- **Exercise aim**
Copy every line of the data in which the word "thumb" occurs.

- **Record extracts**
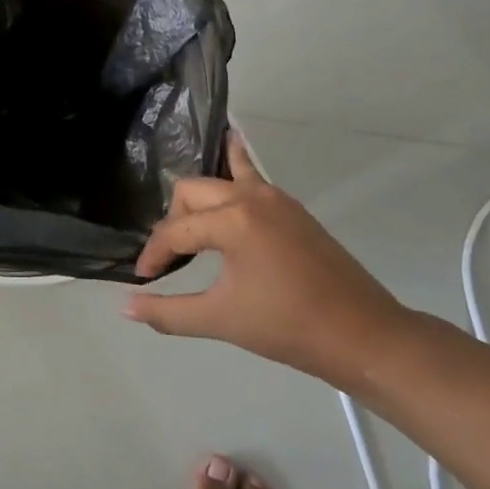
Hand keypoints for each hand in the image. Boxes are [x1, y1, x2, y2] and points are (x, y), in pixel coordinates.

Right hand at [123, 134, 408, 381]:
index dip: (153, 254)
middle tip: (170, 257)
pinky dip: (235, 167)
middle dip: (173, 221)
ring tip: (184, 214)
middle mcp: (251, 198)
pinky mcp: (293, 209)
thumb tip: (126, 307)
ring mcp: (276, 199)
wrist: (363, 336)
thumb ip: (168, 312)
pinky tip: (231, 152)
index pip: (175, 231)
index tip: (143, 278)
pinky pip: (252, 179)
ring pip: (221, 179)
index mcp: (233, 221)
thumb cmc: (288, 327)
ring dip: (200, 197)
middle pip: (192, 192)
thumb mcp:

- **Task result**
thumb tip: (126, 307)
thumb ip: (168, 312)
thumb cmc: (288, 327)
thumb mcp:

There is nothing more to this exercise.